Love means many things in this world; however, for the followers of Christ, the crucifix is our definition of love.  Jesus went to Gethsemane with Peter, James and John.   He “began to be troubled and distressed.  Then he said to them, ‘My soul is sorrowful even to death.’”  Realizing the horror he was about to undergo, he was so extremely distraught that he thought he was going to die then.   Jesus “prayed that if it were possible the hour might pass by him; he said, ’Abba, Father, all things are possible to you.  Take this cup away from me, but not what I will but what you will.’”  The savagery of Jesus’ passion was real but so was his love for his Father and what his Father wanted of him.  The whole purpose of divinity taking on human presence in this world was to accomplish our redemption because of God’s love for us.  True love demands doing whatever it takes to be loving.   The old saying is that freedom isn’t free.  True love, more often than not, demands sacrifice, giving up what we want for ourselves so that others might have what they need.  John 3:16 says, “For God so loved the world that he gave his only Son, so that everyone who believes in him might not perish but might have eternal life.”

Philippians 2:6-11.   Jesus humbled himself by rejecting any heavenly exemption from deprivation or suffering, “becoming obedient to the point of death, even death on a cross.”  The love for us given to Jesus in his humanity by his divine Father enabled him to endure the horrific humiliation on his way to the cross and the cross itself.  “Because of this, God greatly exalted him” and so we adore him and worship him confessing “that Jesus Christ is Lord, to the glory of God the Father.”

 

Palm Sunday – 2018

PalmB18.   This Sunday I do not want to go from reading to reading but to connected ideas from all the readings.  For me the basic theme is that God was obedient or a servant to his own love for us.  He could not and cannot help do but what his own infinite love calls him to do.  God the Father had his own Son, come into our midst as a helpless baby, totally dependent on his mother’s care for him so to eventually submit to unspeakable horrors as a sacrifice to open the gates of heaven to us, his loved ones.  God’s almighty power is humble so to invite us to be love as he is love, never coercing or overwhelming us; otherwise we would never be able to be love as he is love.  How can infinite power be humble?  Infinite love settles for nothing else!  “He emptied himself, taking the form of a slave;” “He humbled himself, becoming obedient,” even to the point of death on the cross.

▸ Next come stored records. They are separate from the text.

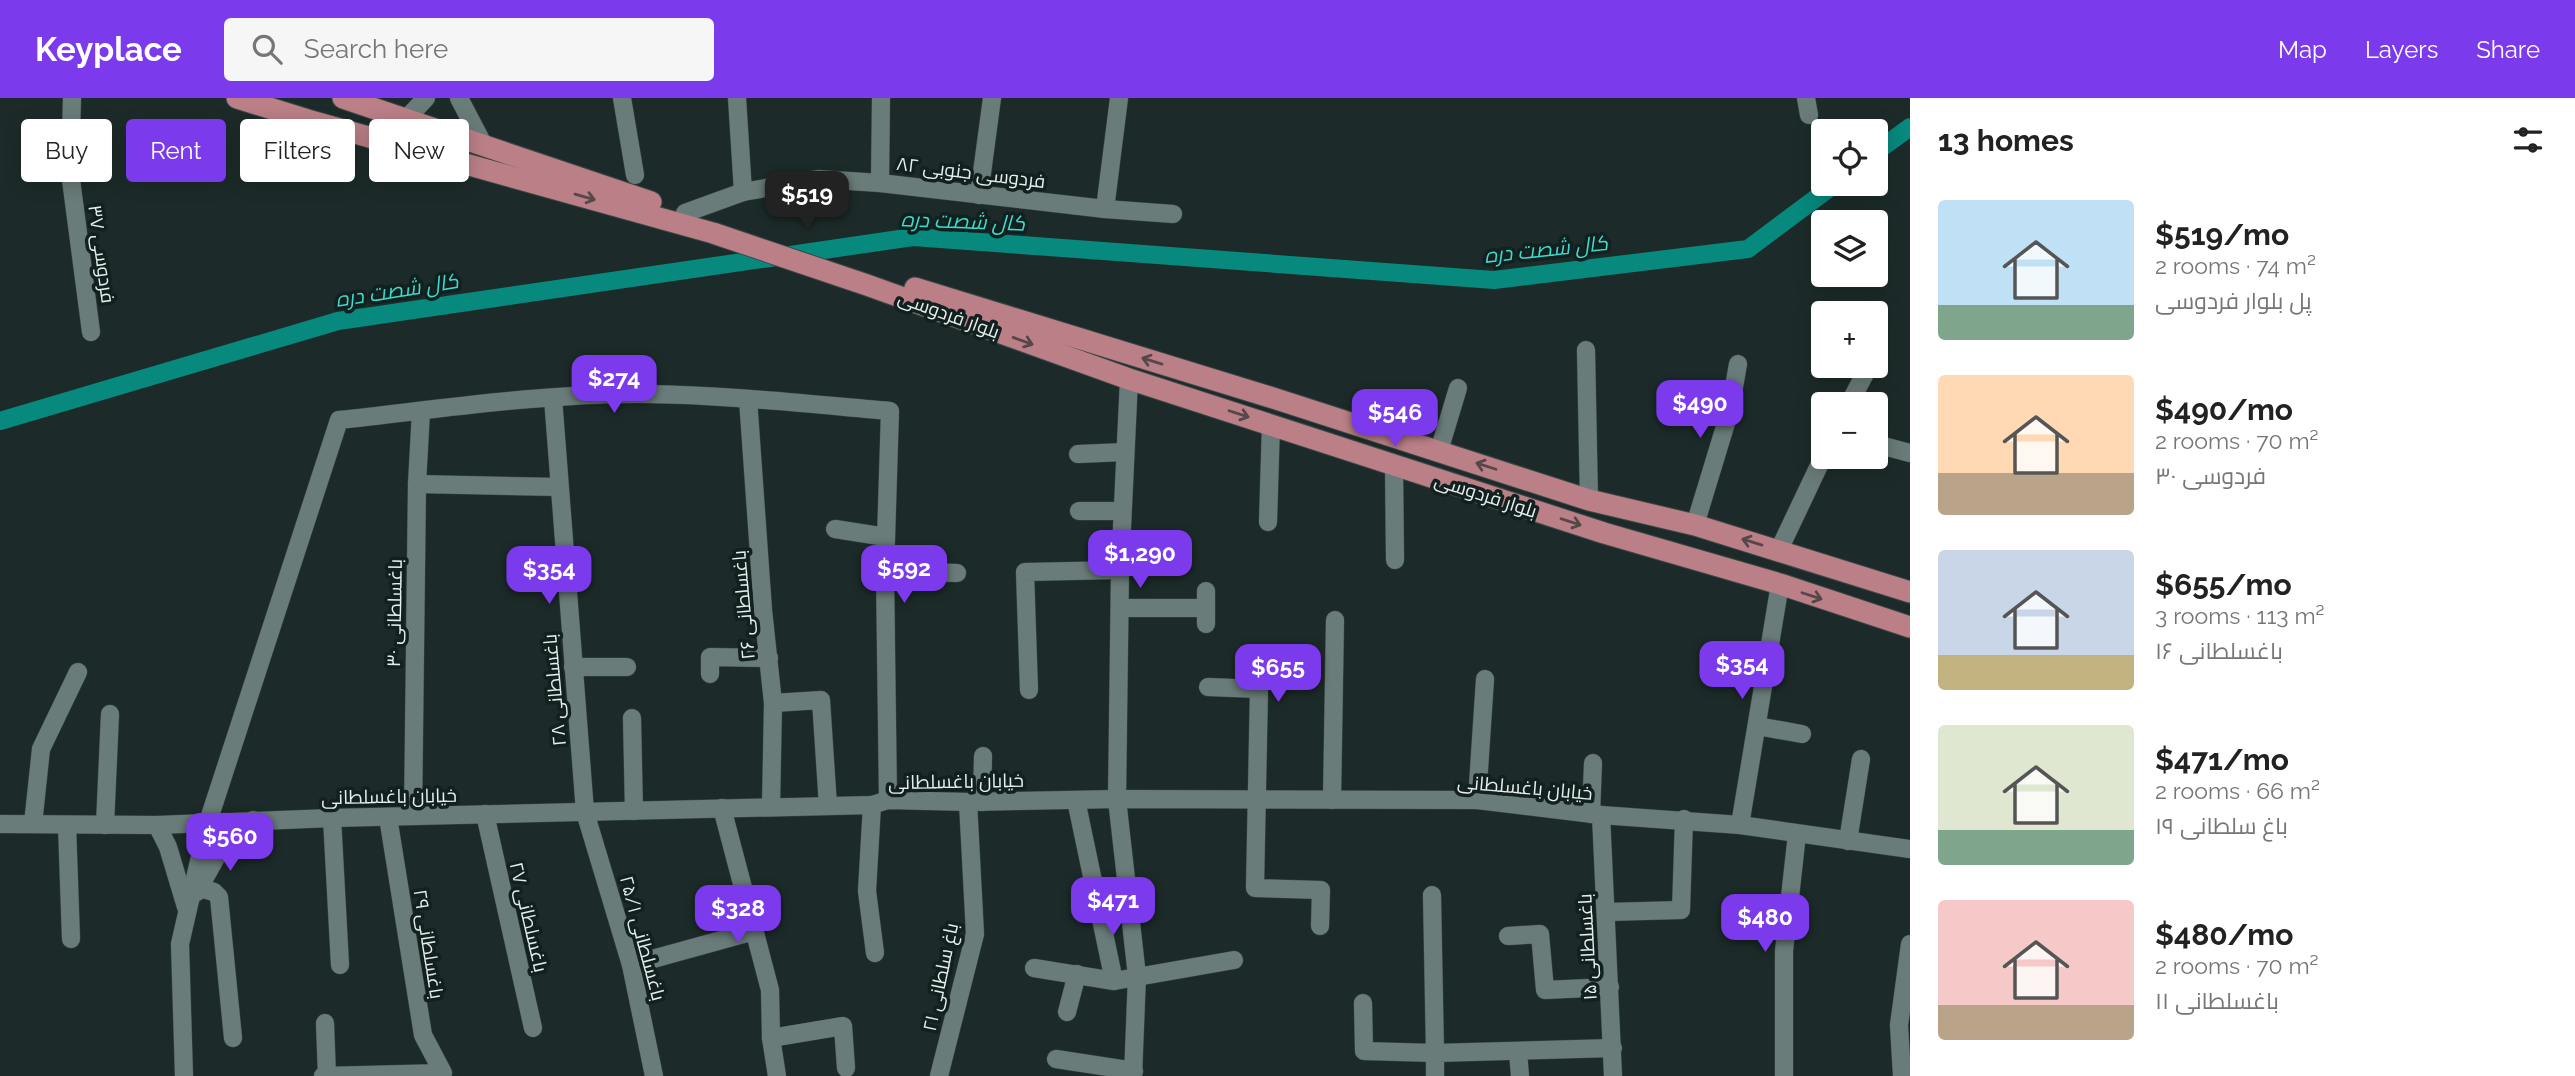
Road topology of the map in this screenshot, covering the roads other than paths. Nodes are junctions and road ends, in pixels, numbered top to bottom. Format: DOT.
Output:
graph roads {
  1 [pos="72,98"];
  2 [pos="237,98"];
  3 [pos="342,98"];
  4 [pos="426,98"];
  5 [pos="459,98"];
  6 [pos="622,98"];
  7 [pos="737,98"];
  8 [pos="881,98"];
  9 [pos="992,98"];
  10 [pos="1119,98"];
  11 [pos="407,118"];
  12 [pos="483,144"];
  13 [pos="635,175"];
  14 [pos="880,183"];
  15 [pos="743,192"];
  16 [pos="979,195"];
  17 [pos="1105,209"];
  18 [pos="685,213"];
  19 [pos="1173,214"];
  20 [pos="715,228"];
  21 [pos="875,281"];
  22 [pos="92,332"];
  23 [pos="1586,350"];
  24 [pos="1738,364"];
  25 [pos="1129,379"];
  26 [pos="1458,388"];
  27 [pos="553,398"];
  28 [pos="748,399"];
  29 [pos="421,411"];
  30 [pos="1271,424"];
  31 [pos="1372,431"];
  32 [pos="1888,447"];
  33 [pos="1431,449"];
  34 [pos="1125,452"];
  35 [pos="1910,453"];
  36 [pos="1078,454"];
  37 [pos="1366,454"];
  38 [pos="1404,468"];
  39 [pos="1817,469"];
  40 [pos="417,484"];
  41 [pos="559,487"];
  42 [pos="1589,500"];
  43 [pos="1122,511"];
  44 [pos="1079,512"];
  45 [pos="1268,522"];
  46 [pos="1696,524"];
  47 [pos="835,529"];
  48 [pos="886,537"];
  49 [pos="1779,550"];
  50 [pos="1395,560"];
  51 [pos="1120,570"];
  52 [pos="885,571"];
  53 [pos="957,573"];
  54 [pos="1780,584"];
  55 [pos="1910,592"];
  56 [pos="1121,608"];
  57 [pos="1206,608"];
  58 [pos="1335,620"];
  59 [pos="1910,627"];
  60 [pos="769,658"];
  61 [pos="573,667"];
  62 [pos="627,667"];
  63 [pos="78,672"];
  64 [pos="710,674"];
  65 [pos="1485,679"];
  66 [pos="1208,687"];
  67 [pos="1029,690"];
  68 [pos="773,703"];
  69 [pos="110,714"];
  70 [pos="632,718"];
  71 [pos="1757,726"];
  72 [pos="1802,734"];
  73 [pos="983,755"];
  74 [pos="1861,759"];
  75 [pos="1593,763"];
  76 [pos="1116,799"];
  77 [pos="1076,800"];
  78 [pos="1256,800"];
  79 [pos="1332,800"];
  80 [pos="1477,800"];
  81 [pos="880,802"];
  82 [pos="975,802"];
  83 [pos="828,806"];
  84 [pos="771,807"];
  85 [pos="722,808"];
  86 [pos="634,811"];
  87 [pos="586,812"];
  88 [pos="485,814"];
  89 [pos="1596,815"];
  90 [pos="413,816"];
  91 [pos="388,817"];
  92 [pos="332,818"];
  93 [pos="1684,819"];
  94 [pos="253,820"];
  95 [pos="208,822"];
  96 [pos="0,824"];
  97 [pos="33,824"];
  98 [pos="66,825"];
  99 [pos="105,825"];
  100 [pos="157,825"];
  101 [pos="1740,825"];
  102 [pos="1797,834"];
  103 [pos="1848,841"];
  104 [pos="1910,847"];
  105 [pos="200,888"];
  106 [pos="1432,895"];
  107 [pos="187,910"];
  108 [pos="1607,912"];
  109 [pos="1320,926"];
  110 [pos="754,931"];
  111 [pos="1508,936"];
  112 [pos="71,939"];
  113 [pos="1910,944"];
  114 [pos="875,953"];
  115 [pos="1234,960"];
  116 [pos="340,965"];
  117 [pos="631,965"];
  118 [pos="1034,968"];
  119 [pos="1077,974"];
  120 [pos="1137,976"];
  121 [pos="1114,981"];
  122 [pos="1610,987"];
  123 [pos="1363,1003"];
  124 [pos="1068,1012"];
  125 [pos="325,1023"];
  126 [pos="533,1028"];
  127 [pos="233,1038"];
  128 [pos="771,1038"];
  129 [pos="1613,1048"];
  130 [pos="1518,1052"];
  131 [pos="1435,1053"];
  132 [pos="1056,1059"];
  133 [pos="846,1068"];
  134 [pos="1133,1074"];
  135 [pos="378,1075"];
  136 [pos="184,1076"];
  137 [pos="325,1076"];
  138 [pos="653,1076"];
  139 [pos="777,1076"];
  140 [pos="939,1076"];
  141 [pos="1434,1076"];
  142 [pos="1520,1076"];
  143 [pos="1613,1076"];
  144 [pos="1784,1076"];
  145 [pos="1902,1076"];
  1 -- 22 [label="street, فردوسی ۳۷"];
  2 -- 20 [label="main road, one-way"];
  3 -- 11 [label="main road"];
  4 -- 11 [label="street"];
  5 -- 12 [label="street"];
  6 -- 13 [label="street"];
  7 -- 15 [label="street"];
  8 -- 14 [label="street"];
  9 -- 16 [label="street"];
  10 -- 17 [label="street"];
  11 -- 12 [label="main road"];
  12 -- 18 [label="main road"];
  14 -- 15 [label="street, فردوسی جنوبی ۸۲"];
  14 -- 16 [label="street, فردوسی جنوبی ۸۲"];
  15 -- 18 [label="street, فردوسی جنوبی ۸۲"];
  16 -- 17 [label="street, فردوسی جنوبی ۸۲"];
  17 -- 19 [label="street, فردوسی جنوبی ۸۲"];
  18 -- 20 [label="main road"];
  20 -- 21 [label="main road"];
  21 -- 25 [label="main road, بلوار فردوسی, one-way"];
  31 -- 21 [label="main road, بلوار فردوسی, one-way"];
  23 -- 42 [label="street"];
  24 -- 46 [label="street"];
  25 -- 30 [label="main road, بلوار فردوسی, one-way"];
  25 -- 34 [label="street"];
  26 -- 33 [label="street"];
  27 -- 28 [label="street"];
  27 -- 29 [label="street"];
  27 -- 41 [label="street, باغسلطانی ۲۸"];
  28 -- 48 [label="street"];
  28 -- 60 [label="street, باغسلطانی ۲۶"];
  29 -- 40 [label="street, باغسلطانی ۳۰"];
  29 -- 95 [label="street"];
  30 -- 37 [label="main road, بلوار فردوسی"];
  30 -- 45 [label="street"];
  31 -- 33 [label="main road, بلوار فردوسی"];
  31 -- 37 [label="main road"];
  32 -- 35 [label="street"];
  33 -- 38 [label="main road"];
  42 -- 33 [label="main road, بلوار فردوسی, one-way"];
  34 -- 36 [label="street"];
  34 -- 43 [label="street"];
  37 -- 38 [label="main road, بلوار فردوسی"];
  38 -- 50 [label="street"];
  38 -- 54 [label="main road, بلوار فردوسی, one-way"];
  39 -- 49 [label="street"];
  40 -- 41 [label="street"];
  40 -- 90 [label="street, باغسلطانی ۳۰"];
  41 -- 61 [label="street, باغسلطانی ۲۸"];
  42 -- 46 [label="main road, بلوار فردوسی"];
  43 -- 44 [label="street"];
  43 -- 51 [label="street"];
  49 -- 46 [label="main road, بلوار فردوسی, one-way"];
  47 -- 48 [label="street"];
  48 -- 52 [label="street"];
  49 -- 55 [label="main road, بلوار فردوسی"];
  51 -- 56 [label="street"];
  51 -- 67 [label="street"];
  52 -- 53 [label="street"];
  52 -- 81 [label="street"];
  54 -- 59 [label="main road, بلوار فردوسی, one-way"];
  54 -- 71 [label="street"];
  56 -- 57 [label="street"];
  56 -- 76 [label="street"];
  58 -- 79 [label="street"];
  60 -- 64 [label="street"];
  60 -- 68 [label="street, باغسلطانی ۲۶"];
  61 -- 62 [label="street"];
  61 -- 87 [label="street, باغسلطانی ۲۸"];
  63 -- 97 [label="street"];
  65 -- 80 [label="street"];
  66 -- 78 [label="street"];
  68 -- 83 [label="street"];
  68 -- 84 [label="street, باغسلطانی ۲۶"];
  69 -- 99 [label="street"];
  70 -- 86 [label="street"];
  71 -- 72 [label="street"];
  71 -- 101 [label="street"];
  73 -- 82 [label="street, باغ سلطانی ۲۱"];
  74 -- 103 [label="street"];
  75 -- 89 [label="street, باغسلطانی ۱۵"];
  76 -- 77 [label="street, خیابان باغسلطانی"];
  76 -- 78 [label="street, خیابان باغسلطانی"];
  76 -- 120 [label="street"];
  77 -- 82 [label="street, خیابان باغسلطانی"];
  77 -- 121 [label="street"];
  78 -- 79 [label="street, خیابان باغسلطانی"];
  78 -- 109 [label="street"];
  79 -- 80 [label="street, خیابان باغسلطانی"];
  80 -- 89 [label="street, خیابان باغسلطانی"];
  81 -- 82 [label="street, خیابان باغسلطانی"];
  81 -- 83 [label="street, خیابان باغسلطانی"];
  81 -- 114 [label="street"];
  82 -- 140 [label="street, باغ سلطانی ۲۱"];
  83 -- 84 [label="street, خیابان باغسلطانی"];
  84 -- 85 [label="street, خیابان باغسلطانی"];
  85 -- 86 [label="street, خیابان باغسلطانی"];
  85 -- 110 [label="street"];
  86 -- 87 [label="street, خیابان باغسلطانی"];
  87 -- 88 [label="street, خیابان باغسلطانی"];
  87 -- 117 [label="street, باغسلطانی ۲۵/۱"];
  88 -- 90 [label="street, خیابان باغسلطانی"];
  88 -- 126 [label="street, باغسلطانی ۲۷"];
  89 -- 93 [label="street, خیابان باغسلطانی"];
  89 -- 108 [label="street, باغسلطانی ۱۵"];
  90 -- 91 [label="street, خیابان باغسلطانی"];
  91 -- 92 [label="street, خیابان باغسلطانی"];
  91 -- 135 [label="street, باغسلطانی ۲۹"];
  92 -- 94 [label="street, خیابان باغسلطانی"];
  92 -- 116 [label="street"];
  93 -- 101 [label="street, خیابان باغسلطانی"];
  93 -- 108 [label="street"];
  94 -- 95 [label="street, خیابان باغسلطانی"];
  94 -- 105 [label="street"];
  95 -- 100 [label="street, خیابان باغسلطانی"];
  95 -- 107 [label="street"];
  96 -- 97 [label="street, خیابان باغسلطانی"];
  97 -- 98 [label="street, خیابان باغسلطانی"];
  98 -- 99 [label="street, خیابان باغسلطانی"];
  98 -- 112 [label="street"];
  99 -- 100 [label="street, خیابان باغسلطانی"];
  100 -- 107 [label="street"];
  101 -- 102 [label="street, خیابان باغسلطانی"];
  102 -- 103 [label="street, خیابان باغسلطانی"];
  102 -- 144 [label="street"];
  103 -- 104 [label="street, خیابان باغسلطانی"];
  105 -- 107 [label="street"];
  105 -- 127 [label="street"];
  106 -- 131 [label="street"];
  107 -- 136 [label="street"];
  108 -- 122 [label="street, باغسلطانی ۱۵"];
  110 -- 117 [label="street"];
  110 -- 128 [label="street"];
  111 -- 122 [label="street"];
  113 -- 145 [label="street"];
  115 -- 120 [label="street"];
  117 -- 138 [label="street, باغسلطانی ۲۵/۱"];
  118 -- 119 [label="street"];
  119 -- 121 [label="street"];
  119 -- 124 [label="street"];
  120 -- 121 [label="street"];
  120 -- 134 [label="street"];
  122 -- 129 [label="street, باغسلطانی ۱۵"];
  123 -- 131 [label="street"];
  125 -- 137 [label="street"];
  128 -- 133 [label="street"];
  128 -- 139 [label="street"];
  129 -- 130 [label="street"];
  129 -- 143 [label="street, باغسلطانی ۱۵"];
  130 -- 131 [label="street"];
  130 -- 142 [label="street"];
  131 -- 141 [label="street"];
  132 -- 134 [label="street"];
  135 -- 137 [label="street"];
}
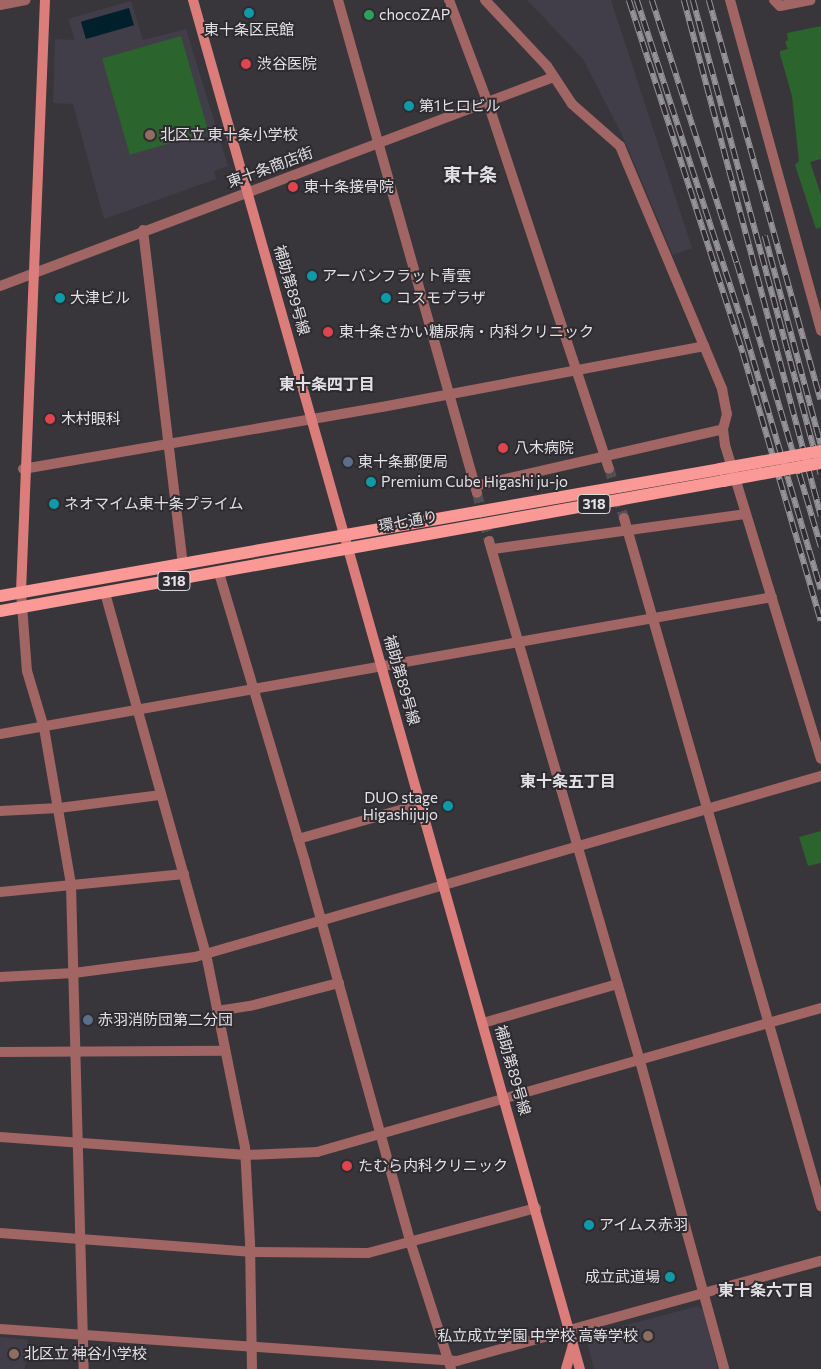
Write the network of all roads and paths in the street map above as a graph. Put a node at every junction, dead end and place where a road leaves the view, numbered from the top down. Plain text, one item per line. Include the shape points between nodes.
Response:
1 (26, 0) edge
2 (45, 0) edge
3 (193, 0) edge
4 (338, 0) edge
5 (449, 0) edge
6 (485, 0) edge
7 (730, 0) edge
8 (774, 0) edge
9 (810, 0) edge
10 (0, 5) edge
11 (551, 78) junction
12 (488, 103) junction
13 (376, 142) junction
14 (248, 191) junction
15 (143, 230) junction
16 (33, 273) junction
17 (0, 286) edge
18 (821, 331) edge
19 (704, 346) junction
20 (576, 370) junction
21 (449, 393) junction
22 (313, 418) junction
23 (723, 429) junction
24 (170, 444) junction
25 (821, 451) edge
26 (605, 457) junction
27 (821, 463) edge
28 (23, 468) junction
29 (609, 468) tunnel mouth
30 (721, 475) junction
31 (745, 514) junction
32 (624, 518) tunnel mouth
33 (628, 530) junction
34 (344, 535) junction
35 (347, 548) junction
36 (183, 564) junction
37 (219, 573) junction
38 (20, 592) junction
39 (106, 593) junction
40 (0, 596) edge
41 (772, 597) junction
42 (21, 608) junction
43 (0, 612) edge
44 (654, 617) junction
45 (520, 643) junction
46 (382, 667) junction
47 (255, 690) junction
48 (138, 710) junction
49 (44, 728) junction
50 (0, 734) edge
51 (821, 759) edge
52 (821, 776) edge
53 (161, 795) junction
54 (422, 804) junction
55 (59, 808) junction
56 (708, 811) junction
57 (0, 812) edge
58 (298, 839) junction
59 (579, 848) junction
60 (184, 874) junction
61 (71, 885) junction
62 (445, 886) junction
63 (0, 892) edge
64 (322, 921) junction
65 (206, 954) junction
66 (74, 973) junction
67 (0, 977) edge
68 (339, 983) junction
69 (617, 984) junction
70 (821, 1008) edge
71 (218, 1011) junction
72 (483, 1023) junction
73 (769, 1023) junction
74 (225, 1051) junction
75 (0, 1052) edge
76 (77, 1052) junction
77 (640, 1061) junction
78 (505, 1098) junction
79 (382, 1133) junction
80 (0, 1137) edge
81 (78, 1141) junction
82 (246, 1155) junction
83 (821, 1206) edge
84 (536, 1208) junction
85 (0, 1233) edge
86 (82, 1239) junction
87 (410, 1242) junction
88 (250, 1252) junction
89 (821, 1261) edge
90 (704, 1296) junction
91 (0, 1329) edge
92 (571, 1330) junction
93 (86, 1335) junction
94 (574, 1343) junction
95 (252, 1347) junction
96 (450, 1365) edge
97 (84, 1369) edge
98 (252, 1369) edge
99 (566, 1369) edge
100 (580, 1369) edge
101 (724, 1369) edge

1 - 10 street
2 - 16 street
3 - 14 street, 補助第89号線
4 - 13 street
5 - 12 street
6 - 11 street via 547,66
7 - 18 street
8 - 9 street via 780,6 787,6
11 - 12 street, 東十条商店街
11 - 19 street via 572,104 620,146
12 - 13 street, 東十条商店街
12 - 20 street
13 - 14 street, 東十条商店街
13 - 21 street
14 - 15 street, 東十条商店街
14 - 22 street, 補助第89号線
15 - 16 street, 東十条商店街
15 - 24 street
16 - 17 street, 東十条商店街
16 - 28 street
19 - 20 street
19 - 23 street via 725,402
20 - 21 street
20 - 26 street
21 - 22 street
21 - 26 street via 476,490
22 - 24 street
22 - 34 street, 補助第89号線
23 - 26 street
23 - 31 street
24 - 28 street
24 - 36 street
25 - 30 main road, 環七通り / 318, bridge
26 - 29 street
27 - 30 main road, 環七通り / 318, bridge
28 - 38 street
30 - 34 main road, 環七通り / 318
30 - 35 main road, 環七通り / 318
31 - 33 street
31 - 41 street
32 - 33 street
33 - 44 street
33 - 45 street via 491,545
34 - 35 street, 補助第89号線
34 - 36 main road, 環七通り / 318
35 - 37 main road, 環七通り / 318
35 - 46 street, 補助第89号線
36 - 38 main road, 環七通り / 318
37 - 39 main road, 環七通り / 318
37 - 47 street
38 - 40 main road, 環七通り / 318
38 - 42 street
39 - 42 main road, 環七通り / 318
39 - 48 street
41 - 44 street
41 - 51 street
42 - 43 main road, 環七通り / 318
42 - 49 street via 27,671
44 - 45 street
44 - 56 street
45 - 46 street
45 - 59 street
46 - 47 street
46 - 54 street, 補助第89号線
47 - 48 street
47 - 58 street
48 - 49 street
48 - 53 street
49 - 50 street
49 - 55 street
52 - 56 street
53 - 55 street
53 - 60 street
54 - 58 street
54 - 62 street, 補助第89号線
55 - 57 street
55 - 61 street
56 - 59 street
56 - 73 street
58 - 64 street
59 - 62 street
59 - 69 street
60 - 61 street
60 - 65 street
61 - 63 street
61 - 66 street
62 - 64 street
62 - 72 street, 補助第89号線
64 - 65 street
64 - 68 street
65 - 66 street
65 - 71 street
66 - 67 street
66 - 76 street
68 - 71 street
68 - 79 street
69 - 72 street
69 - 77 street
70 - 73 street
71 - 74 street
72 - 78 street, 補助第89号線
73 - 77 street
73 - 83 street
74 - 76 street
74 - 82 street
75 - 76 street
76 - 81 street
77 - 78 street
77 - 90 street
78 - 79 street
78 - 84 street, 補助第89号線
79 - 82 street via 316,1152
79 - 87 street
80 - 81 street
81 - 82 street
81 - 86 street
82 - 88 street
84 - 87 street
84 - 92 street, 補助第89号線
85 - 86 street
86 - 88 street
86 - 93 street
87 - 88 street via 368,1253
87 - 96 street
88 - 95 street
89 - 90 street
90 - 92 street
90 - 101 street
91 - 93 street
92 - 94 street, 補助第89号線
92 - 96 street
93 - 95 street
93 - 97 street
94 - 99 street
94 - 100 street, 補助第89号線
95 - 96 street
95 - 98 street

John 3:16 reads: “For God so loved the world that he gave his only Son, so that everyone who believes in him might not perish but might have eternal life.”  In the Garden of Gethsemane Jesus was so “troubled and distressed,” praying “that if it were possible the hour” or time of horror “might pass by him that he said,” “Take this cup away from me, but not what I will but what you will.”

Although Jesus comes into a world that he himself has created, yet he now comes dependent on the love and generosity of others to accomplish his work.  As a baby he lived in someone else’s stable.  Though King of the universe, he must borrow someone’s donkey to ride into Jerusalem.  He was to be buried in a linen cloth and in a tomb that were all donations out of love for him and not belonging to him.  For his Passover supper he depends on someone else for the loan of an adequate room.  He chooses to depend on us to accept the gift of himself in Eucharist, to open up our hearts in love for him.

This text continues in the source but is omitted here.